Items listed in a dataset:

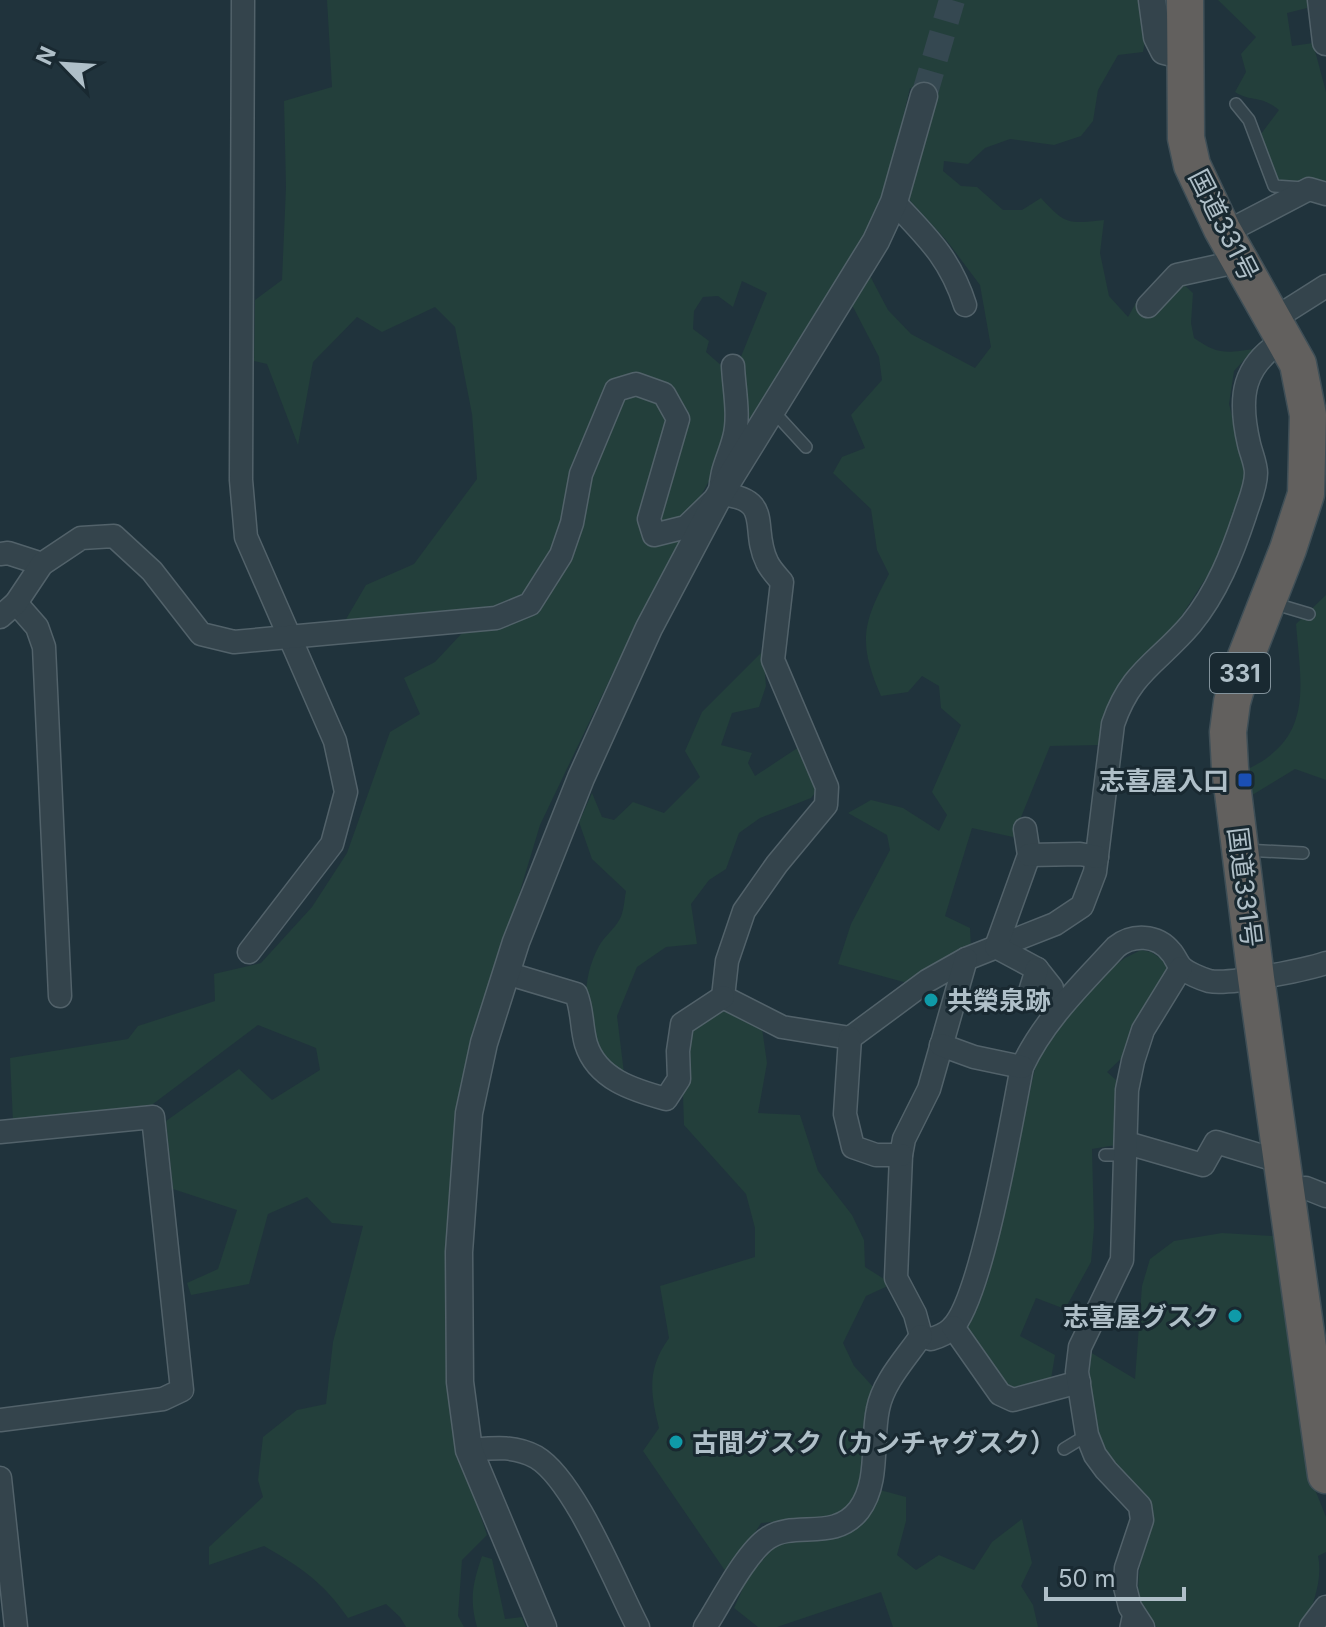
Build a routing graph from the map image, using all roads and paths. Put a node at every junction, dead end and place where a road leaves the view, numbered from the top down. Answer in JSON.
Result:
{"nodes":[{"id":1,"x":243,"y":0,"type":"edge"},
{"id":2,"x":1152,"y":0,"type":"edge"},
{"id":3,"x":1185,"y":0,"type":"edge"},
{"id":4,"x":1321,"y":0,"type":"edge"},
{"id":5,"x":1326,"y":42,"type":"edge"},
{"id":6,"x":1184,"y":56,"type":"junction"},
{"id":7,"x":924,"y":96,"type":"tunnel mouth"},
{"id":8,"x":1236,"y":104,"type":"dead end"},
{"id":9,"x":1317,"y":191,"type":"edge"},
{"id":10,"x":894,"y":202,"type":"junction"},
{"id":11,"x":1222,"y":229,"type":"junction"},
{"id":12,"x":1241,"y":261,"type":"junction"},
{"id":13,"x":1326,"y":286,"type":"edge"},
{"id":14,"x":965,"y":305,"type":"dead end"},
{"id":15,"x":1148,"y":306,"type":"dead end"},
{"id":16,"x":1280,"y":329,"type":"junction"},
{"id":17,"x":733,"y":366,"type":"dead end"},
{"id":18,"x":1315,"y":396,"type":"edge"},
{"id":19,"x":773,"y":410,"type":"junction"},
{"id":20,"x":806,"y":447,"type":"dead end"},
{"id":21,"x":720,"y":494,"type":"junction"},
{"id":22,"x":0,"y":554,"type":"edge"},
{"id":23,"x":42,"y":564,"type":"junction"},
{"id":24,"x":1268,"y":602,"type":"junction"},
{"id":25,"x":8,"y":610,"type":"edge"},
{"id":26,"x":1309,"y":614,"type":"dead end"},
{"id":27,"x":288,"y":637,"type":"junction"},
{"id":28,"x":1025,"y":829,"type":"dead end"},
{"id":29,"x":1240,"y":849,"type":"junction"},
{"id":30,"x":1303,"y":853,"type":"dead end"},
{"id":31,"x":1029,"y":855,"type":"junction"},
{"id":32,"x":1097,"y":857,"type":"junction"},
{"id":33,"x":996,"y":947,"type":"junction"},
{"id":34,"x":249,"y":952,"type":"dead end"},
{"id":35,"x":966,"y":959,"type":"junction"},
{"id":36,"x":1326,"y":963,"type":"edge"},
{"id":37,"x":1181,"y":968,"type":"junction"},
{"id":38,"x":1037,"y":969,"type":"junction"},
{"id":39,"x":506,"y":973,"type":"junction"},
{"id":40,"x":1256,"y":978,"type":"junction"},
{"id":41,"x":1029,"y":995,"type":"dead end"},
{"id":42,"x":60,"y":996,"type":"dead end"},
{"id":43,"x":723,"y":997,"type":"junction"},
{"id":44,"x":1052,"y":1017,"type":"junction"},
{"id":45,"x":850,"y":1038,"type":"junction"},
{"id":46,"x":941,"y":1045,"type":"junction"},
{"id":47,"x":1022,"y":1067,"type":"junction"},
{"id":48,"x":0,"y":1132,"type":"edge"},
{"id":49,"x":1119,"y":1151,"type":"junction"},
{"id":50,"x":901,"y":1155,"type":"junction"},
{"id":51,"x":1284,"y":1176,"type":"junction"},
{"id":52,"x":1326,"y":1196,"type":"edge"},
{"id":53,"x":953,"y":1327,"type":"junction"},
{"id":54,"x":921,"y":1336,"type":"junction"},
{"id":55,"x":1079,"y":1382,"type":"junction"},
{"id":56,"x":0,"y":1420,"type":"edge"},
{"id":57,"x":1087,"y":1435,"type":"junction"},
{"id":58,"x":1064,"y":1449,"type":"dead end"},
{"id":59,"x":469,"y":1450,"type":"junction"},
{"id":60,"x":1325,"y":1462,"type":"edge"},
{"id":61,"x":0,"y":1478,"type":"edge"},
{"id":62,"x":1326,"y":1607,"type":"edge"},
{"id":63,"x":1128,"y":1617,"type":"edge"},
{"id":64,"x":540,"y":1621,"type":"edge"},
{"id":65,"x":16,"y":1627,"type":"edge"},
{"id":66,"x":638,"y":1627,"type":"edge"},
{"id":67,"x":705,"y":1627,"type":"edge"},
{"id":68,"x":1143,"y":1627,"type":"edge"},
{"id":69,"x":1311,"y":1627,"type":"edge"}],
"edges":[{"from":1,"to":27,"type":"street"},
{"from":2,"to":6,"type":"street"},
{"from":3,"to":6,"type":"highway","name":"国道331号","number":"331"},
{"from":4,"to":5,"type":"street"},
{"from":6,"to":11,"type":"highway","name":"国道331号","number":"331"},
{"from":7,"to":10,"type":"street"},
{"from":8,"to":9,"type":"lane"},
{"from":9,"to":11,"type":"street"},
{"from":10,"to":14,"type":"street"},
{"from":10,"to":19,"type":"street"},
{"from":11,"to":12,"type":"highway","name":"国道331号","number":"331"},
{"from":12,"to":15,"type":"street"},
{"from":12,"to":16,"type":"highway","name":"国道331号","number":"331"},
{"from":13,"to":16,"type":"street"},
{"from":16,"to":18,"type":"highway","name":"国道331号","number":"331"},
{"from":16,"to":32,"type":"street"},
{"from":17,"to":21,"type":"street"},
{"from":18,"to":24,"type":"highway","name":"国道331号","number":"331"},
{"from":19,"to":20,"type":"lane"},
{"from":19,"to":21,"type":"street"},
{"from":21,"to":27,"type":"street"},
{"from":21,"to":39,"type":"street"},
{"from":21,"to":43,"type":"street"},
{"from":22,"to":23,"type":"street"},
{"from":23,"to":25,"type":"street"},
{"from":23,"to":27,"type":"street"},
{"from":24,"to":26,"type":"lane"},
{"from":24,"to":29,"type":"highway","name":"国道331号","number":"331"},
{"from":25,"to":42,"type":"street"},
{"from":27,"to":34,"type":"street"},
{"from":28,"to":31,"type":"street"},
{"from":29,"to":30,"type":"lane"},
{"from":29,"to":40,"type":"highway","name":"国道331号","number":"331"},
{"from":31,"to":32,"type":"street"},
{"from":31,"to":33,"type":"street"},
{"from":32,"to":33,"type":"street"},
{"from":33,"to":35,"type":"street"},
{"from":33,"to":38,"type":"street"},
{"from":35,"to":45,"type":"street"},
{"from":35,"to":46,"type":"street"},
{"from":36,"to":40,"type":"street"},
{"from":37,"to":40,"type":"street"},
{"from":37,"to":44,"type":"street"},
{"from":37,"to":49,"type":"street"},
{"from":38,"to":41,"type":"street"},
{"from":38,"to":44,"type":"street"},
{"from":39,"to":43,"type":"street"},
{"from":39,"to":59,"type":"street"},
{"from":40,"to":51,"type":"highway","name":"国道331号","number":"331"},
{"from":43,"to":45,"type":"street"},
{"from":44,"to":47,"type":"street"},
{"from":45,"to":50,"type":"street"},
{"from":46,"to":47,"type":"street"},
{"from":46,"to":50,"type":"street"},
{"from":47,"to":53,"type":"street"},
{"from":48,"to":56,"type":"street"},
{"from":49,"to":51,"type":"street"},
{"from":49,"to":55,"type":"street"},
{"from":50,"to":54,"type":"street"},
{"from":51,"to":52,"type":"street"},
{"from":51,"to":60,"type":"highway","name":"国道331号","number":"331"},
{"from":53,"to":54,"type":"street"},
{"from":53,"to":55,"type":"street"},
{"from":54,"to":67,"type":"street"},
{"from":55,"to":57,"type":"street"},
{"from":57,"to":58,"type":"lane"},
{"from":57,"to":63,"type":"street"},
{"from":59,"to":64,"type":"street"},
{"from":59,"to":66,"type":"street"},
{"from":61,"to":65,"type":"street"},
{"from":62,"to":69,"type":"street"},
{"from":63,"to":68,"type":"street"}]}
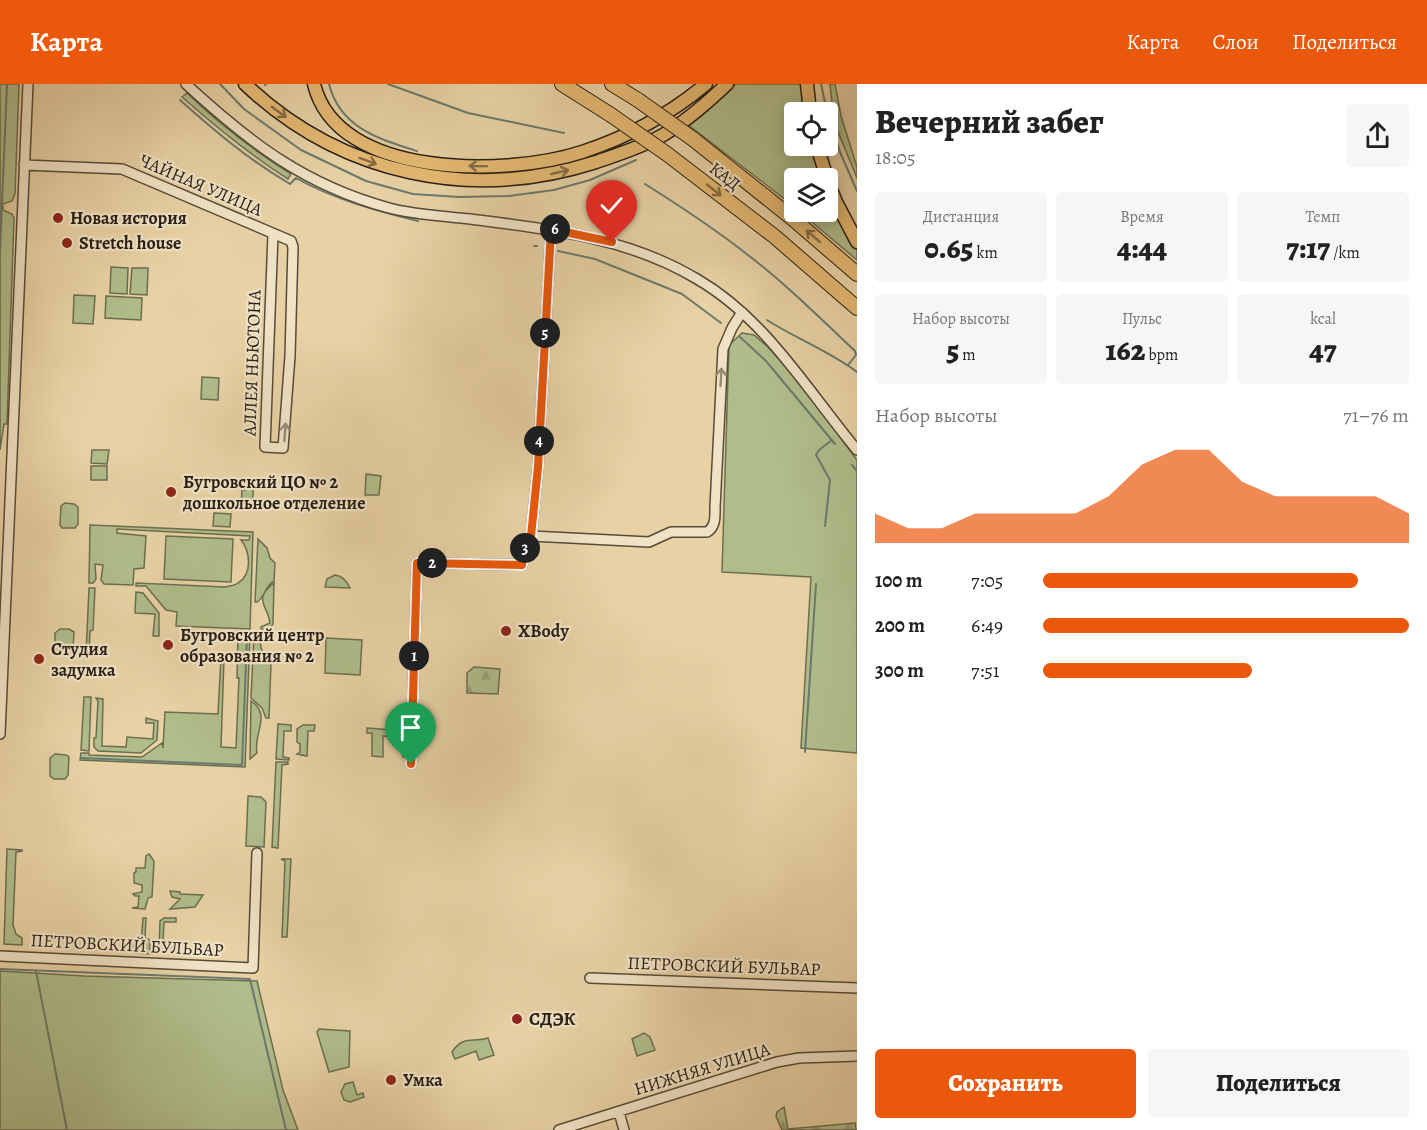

_Task objective_
The output must be every line of the records, printed exactly, with the pictures omitted.

_Response to the task_
Build a routing graph from the map image, using all roads and paths. Put a node at every junction, dead end and place where a road leaves the view, numbered from the top down. Answer in JSON.
Result:
{"nodes":[{"id":1,"x":243,"y":0,"type":"edge"},
{"id":2,"x":1152,"y":0,"type":"edge"},
{"id":3,"x":1185,"y":0,"type":"edge"},
{"id":4,"x":1321,"y":0,"type":"edge"},
{"id":5,"x":1326,"y":42,"type":"edge"},
{"id":6,"x":1184,"y":56,"type":"junction"},
{"id":7,"x":924,"y":96,"type":"tunnel mouth"},
{"id":8,"x":1236,"y":104,"type":"dead end"},
{"id":9,"x":1317,"y":191,"type":"edge"},
{"id":10,"x":894,"y":202,"type":"junction"},
{"id":11,"x":1222,"y":229,"type":"junction"},
{"id":12,"x":1241,"y":261,"type":"junction"},
{"id":13,"x":1326,"y":286,"type":"edge"},
{"id":14,"x":965,"y":305,"type":"dead end"},
{"id":15,"x":1148,"y":306,"type":"dead end"},
{"id":16,"x":1280,"y":329,"type":"junction"},
{"id":17,"x":733,"y":366,"type":"dead end"},
{"id":18,"x":1315,"y":396,"type":"edge"},
{"id":19,"x":773,"y":410,"type":"junction"},
{"id":20,"x":806,"y":447,"type":"dead end"},
{"id":21,"x":720,"y":494,"type":"junction"},
{"id":22,"x":0,"y":554,"type":"edge"},
{"id":23,"x":42,"y":564,"type":"junction"},
{"id":24,"x":1268,"y":602,"type":"junction"},
{"id":25,"x":8,"y":610,"type":"edge"},
{"id":26,"x":1309,"y":614,"type":"dead end"},
{"id":27,"x":288,"y":637,"type":"junction"},
{"id":28,"x":1025,"y":829,"type":"dead end"},
{"id":29,"x":1240,"y":849,"type":"junction"},
{"id":30,"x":1303,"y":853,"type":"dead end"},
{"id":31,"x":1029,"y":855,"type":"junction"},
{"id":32,"x":1097,"y":857,"type":"junction"},
{"id":33,"x":996,"y":947,"type":"junction"},
{"id":34,"x":249,"y":952,"type":"dead end"},
{"id":35,"x":966,"y":959,"type":"junction"},
{"id":36,"x":1326,"y":963,"type":"edge"},
{"id":37,"x":1181,"y":968,"type":"junction"},
{"id":38,"x":1037,"y":969,"type":"junction"},
{"id":39,"x":506,"y":973,"type":"junction"},
{"id":40,"x":1256,"y":978,"type":"junction"},
{"id":41,"x":1029,"y":995,"type":"dead end"},
{"id":42,"x":60,"y":996,"type":"dead end"},
{"id":43,"x":723,"y":997,"type":"junction"},
{"id":44,"x":1052,"y":1017,"type":"junction"},
{"id":45,"x":850,"y":1038,"type":"junction"},
{"id":46,"x":941,"y":1045,"type":"junction"},
{"id":47,"x":1022,"y":1067,"type":"junction"},
{"id":48,"x":0,"y":1132,"type":"edge"},
{"id":49,"x":1119,"y":1151,"type":"junction"},
{"id":50,"x":901,"y":1155,"type":"junction"},
{"id":51,"x":1284,"y":1176,"type":"junction"},
{"id":52,"x":1326,"y":1196,"type":"edge"},
{"id":53,"x":953,"y":1327,"type":"junction"},
{"id":54,"x":921,"y":1336,"type":"junction"},
{"id":55,"x":1079,"y":1382,"type":"junction"},
{"id":56,"x":0,"y":1420,"type":"edge"},
{"id":57,"x":1087,"y":1435,"type":"junction"},
{"id":58,"x":1064,"y":1449,"type":"dead end"},
{"id":59,"x":469,"y":1450,"type":"junction"},
{"id":60,"x":1325,"y":1462,"type":"edge"},
{"id":61,"x":0,"y":1478,"type":"edge"},
{"id":62,"x":1326,"y":1607,"type":"edge"},
{"id":63,"x":1128,"y":1617,"type":"edge"},
{"id":64,"x":540,"y":1621,"type":"edge"},
{"id":65,"x":16,"y":1627,"type":"edge"},
{"id":66,"x":638,"y":1627,"type":"edge"},
{"id":67,"x":705,"y":1627,"type":"edge"},
{"id":68,"x":1143,"y":1627,"type":"edge"},
{"id":69,"x":1311,"y":1627,"type":"edge"}],
"edges":[{"from":1,"to":27,"type":"street"},
{"from":2,"to":6,"type":"street"},
{"from":3,"to":6,"type":"highway","name":"国道331号","number":"331"},
{"from":4,"to":5,"type":"street"},
{"from":6,"to":11,"type":"highway","name":"国道331号","number":"331"},
{"from":7,"to":10,"type":"street"},
{"from":8,"to":9,"type":"lane"},
{"from":9,"to":11,"type":"street"},
{"from":10,"to":14,"type":"street"},
{"from":10,"to":19,"type":"street"},
{"from":11,"to":12,"type":"highway","name":"国道331号","number":"331"},
{"from":12,"to":15,"type":"street"},
{"from":12,"to":16,"type":"highway","name":"国道331号","number":"331"},
{"from":13,"to":16,"type":"street"},
{"from":16,"to":18,"type":"highway","name":"国道331号","number":"331"},
{"from":16,"to":32,"type":"street"},
{"from":17,"to":21,"type":"street"},
{"from":18,"to":24,"type":"highway","name":"国道331号","number":"331"},
{"from":19,"to":20,"type":"lane"},
{"from":19,"to":21,"type":"street"},
{"from":21,"to":27,"type":"street"},
{"from":21,"to":39,"type":"street"},
{"from":21,"to":43,"type":"street"},
{"from":22,"to":23,"type":"street"},
{"from":23,"to":25,"type":"street"},
{"from":23,"to":27,"type":"street"},
{"from":24,"to":26,"type":"lane"},
{"from":24,"to":29,"type":"highway","name":"国道331号","number":"331"},
{"from":25,"to":42,"type":"street"},
{"from":27,"to":34,"type":"street"},
{"from":28,"to":31,"type":"street"},
{"from":29,"to":30,"type":"lane"},
{"from":29,"to":40,"type":"highway","name":"国道331号","number":"331"},
{"from":31,"to":32,"type":"street"},
{"from":31,"to":33,"type":"street"},
{"from":32,"to":33,"type":"street"},
{"from":33,"to":35,"type":"street"},
{"from":33,"to":38,"type":"street"},
{"from":35,"to":45,"type":"street"},
{"from":35,"to":46,"type":"street"},
{"from":36,"to":40,"type":"street"},
{"from":37,"to":40,"type":"street"},
{"from":37,"to":44,"type":"street"},
{"from":37,"to":49,"type":"street"},
{"from":38,"to":41,"type":"street"},
{"from":38,"to":44,"type":"street"},
{"from":39,"to":43,"type":"street"},
{"from":39,"to":59,"type":"street"},
{"from":40,"to":51,"type":"highway","name":"国道331号","number":"331"},
{"from":43,"to":45,"type":"street"},
{"from":44,"to":47,"type":"street"},
{"from":45,"to":50,"type":"street"},
{"from":46,"to":47,"type":"street"},
{"from":46,"to":50,"type":"street"},
{"from":47,"to":53,"type":"street"},
{"from":48,"to":56,"type":"street"},
{"from":49,"to":51,"type":"street"},
{"from":49,"to":55,"type":"street"},
{"from":50,"to":54,"type":"street"},
{"from":51,"to":52,"type":"street"},
{"from":51,"to":60,"type":"highway","name":"国道331号","number":"331"},
{"from":53,"to":54,"type":"street"},
{"from":53,"to":55,"type":"street"},
{"from":54,"to":67,"type":"street"},
{"from":55,"to":57,"type":"street"},
{"from":57,"to":58,"type":"lane"},
{"from":57,"to":63,"type":"street"},
{"from":59,"to":64,"type":"street"},
{"from":59,"to":66,"type":"street"},
{"from":61,"to":65,"type":"street"},
{"from":62,"to":69,"type":"street"},
{"from":63,"to":68,"type":"street"}]}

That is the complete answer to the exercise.